*** RAW DATA Section Begins ***

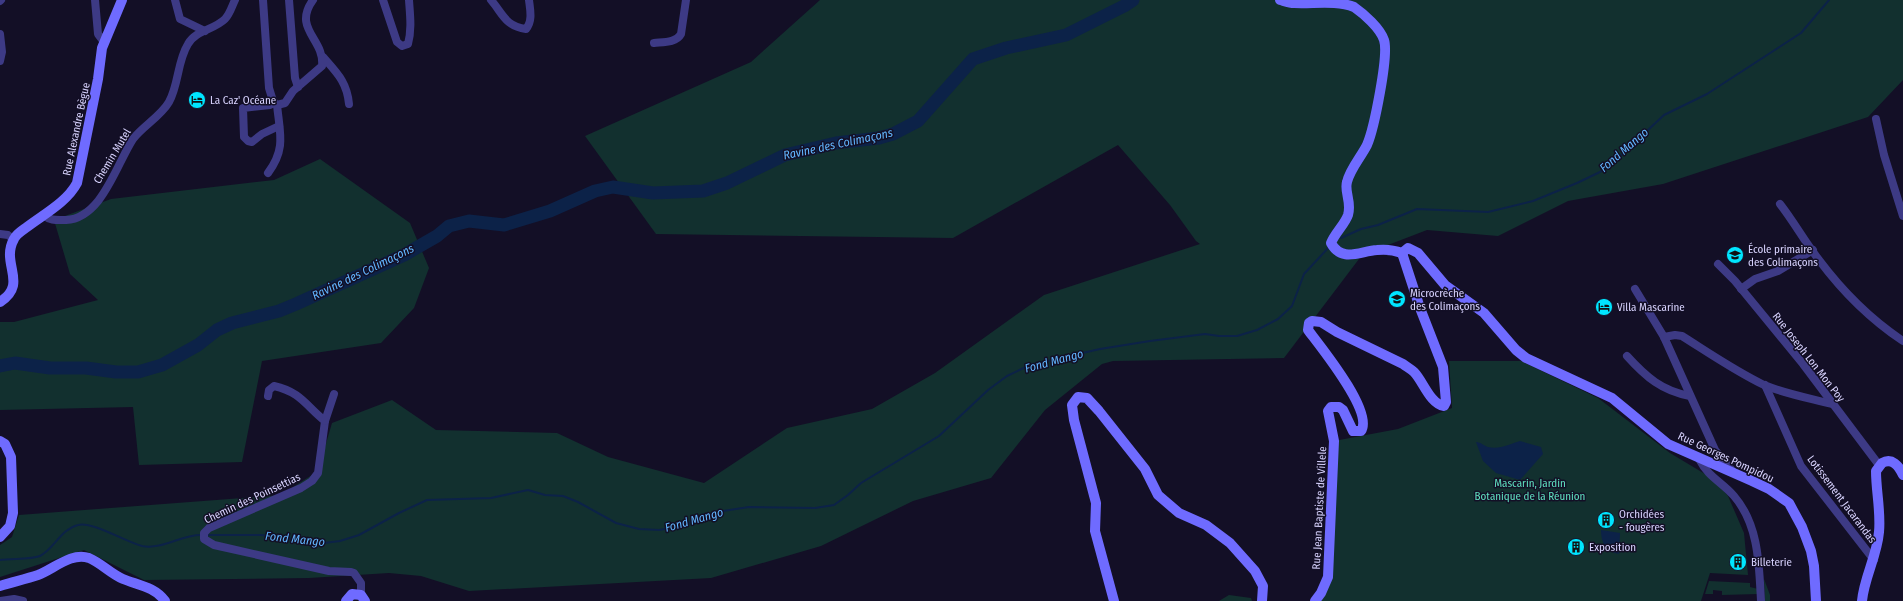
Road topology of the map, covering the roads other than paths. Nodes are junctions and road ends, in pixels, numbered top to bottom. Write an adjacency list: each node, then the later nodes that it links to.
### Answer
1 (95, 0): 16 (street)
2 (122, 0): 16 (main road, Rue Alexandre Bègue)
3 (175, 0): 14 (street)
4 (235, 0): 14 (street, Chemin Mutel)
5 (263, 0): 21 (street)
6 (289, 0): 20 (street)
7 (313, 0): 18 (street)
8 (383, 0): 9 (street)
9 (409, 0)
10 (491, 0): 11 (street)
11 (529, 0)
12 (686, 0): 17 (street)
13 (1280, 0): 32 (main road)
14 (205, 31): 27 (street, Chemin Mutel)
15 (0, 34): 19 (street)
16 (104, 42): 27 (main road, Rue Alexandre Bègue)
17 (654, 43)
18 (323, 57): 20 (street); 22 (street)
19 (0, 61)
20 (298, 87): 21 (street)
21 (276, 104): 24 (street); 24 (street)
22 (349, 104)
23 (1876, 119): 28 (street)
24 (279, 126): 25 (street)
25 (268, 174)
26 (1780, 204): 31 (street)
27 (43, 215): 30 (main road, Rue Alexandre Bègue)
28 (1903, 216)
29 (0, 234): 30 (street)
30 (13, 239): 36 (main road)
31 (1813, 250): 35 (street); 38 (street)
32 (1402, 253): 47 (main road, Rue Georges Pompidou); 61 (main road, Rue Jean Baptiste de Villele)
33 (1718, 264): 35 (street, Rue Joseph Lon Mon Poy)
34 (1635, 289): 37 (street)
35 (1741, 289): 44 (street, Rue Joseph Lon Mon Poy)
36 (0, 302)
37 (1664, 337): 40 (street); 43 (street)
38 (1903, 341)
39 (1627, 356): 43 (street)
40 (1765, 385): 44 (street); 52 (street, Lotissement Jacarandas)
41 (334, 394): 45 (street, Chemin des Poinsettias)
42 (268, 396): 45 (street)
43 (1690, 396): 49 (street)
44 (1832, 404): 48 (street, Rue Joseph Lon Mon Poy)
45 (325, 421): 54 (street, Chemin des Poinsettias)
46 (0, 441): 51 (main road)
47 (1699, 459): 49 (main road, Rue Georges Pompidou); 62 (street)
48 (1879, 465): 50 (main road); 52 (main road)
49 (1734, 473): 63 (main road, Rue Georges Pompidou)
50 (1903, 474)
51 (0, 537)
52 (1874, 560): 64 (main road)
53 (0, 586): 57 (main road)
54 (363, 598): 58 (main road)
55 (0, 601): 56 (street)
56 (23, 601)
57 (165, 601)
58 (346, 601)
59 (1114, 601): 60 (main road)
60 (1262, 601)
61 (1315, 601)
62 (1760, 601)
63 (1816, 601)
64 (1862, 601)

*** RAW DATA Section Ends ***

Reproduce all the data as it stands. The pictures are not part of the copy.

Road topology of the map, covering the roads other than paths. Nodes are junctions and road ends, in pixels, numbered top to bottom. Write an adjacency list: each node, then the later nodes that it links to.
### Answer
1 (95, 0): 16 (street)
2 (122, 0): 16 (main road, Rue Alexandre Bègue)
3 (175, 0): 14 (street)
4 (235, 0): 14 (street, Chemin Mutel)
5 (263, 0): 21 (street)
6 (289, 0): 20 (street)
7 (313, 0): 18 (street)
8 (383, 0): 9 (street)
9 (409, 0)
10 (491, 0): 11 (street)
11 (529, 0)
12 (686, 0): 17 (street)
13 (1280, 0): 32 (main road)
14 (205, 31): 27 (street, Chemin Mutel)
15 (0, 34): 19 (street)
16 (104, 42): 27 (main road, Rue Alexandre Bègue)
17 (654, 43)
18 (323, 57): 20 (street); 22 (street)
19 (0, 61)
20 (298, 87): 21 (street)
21 (276, 104): 24 (street); 24 (street)
22 (349, 104)
23 (1876, 119): 28 (street)
24 (279, 126): 25 (street)
25 (268, 174)
26 (1780, 204): 31 (street)
27 (43, 215): 30 (main road, Rue Alexandre Bègue)
28 (1903, 216)
29 (0, 234): 30 (street)
30 (13, 239): 36 (main road)
31 (1813, 250): 35 (street); 38 (street)
32 (1402, 253): 47 (main road, Rue Georges Pompidou); 61 (main road, Rue Jean Baptiste de Villele)
33 (1718, 264): 35 (street, Rue Joseph Lon Mon Poy)
34 (1635, 289): 37 (street)
35 (1741, 289): 44 (street, Rue Joseph Lon Mon Poy)
36 (0, 302)
37 (1664, 337): 40 (street); 43 (street)
38 (1903, 341)
39 (1627, 356): 43 (street)
40 (1765, 385): 44 (street); 52 (street, Lotissement Jacarandas)
41 (334, 394): 45 (street, Chemin des Poinsettias)
42 (268, 396): 45 (street)
43 (1690, 396): 49 (street)
44 (1832, 404): 48 (street, Rue Joseph Lon Mon Poy)
45 (325, 421): 54 (street, Chemin des Poinsettias)
46 (0, 441): 51 (main road)
47 (1699, 459): 49 (main road, Rue Georges Pompidou); 62 (street)
48 (1879, 465): 50 (main road); 52 (main road)
49 (1734, 473): 63 (main road, Rue Georges Pompidou)
50 (1903, 474)
51 (0, 537)
52 (1874, 560): 64 (main road)
53 (0, 586): 57 (main road)
54 (363, 598): 58 (main road)
55 (0, 601): 56 (street)
56 (23, 601)
57 (165, 601)
58 (346, 601)
59 (1114, 601): 60 (main road)
60 (1262, 601)
61 (1315, 601)
62 (1760, 601)
63 (1816, 601)
64 (1862, 601)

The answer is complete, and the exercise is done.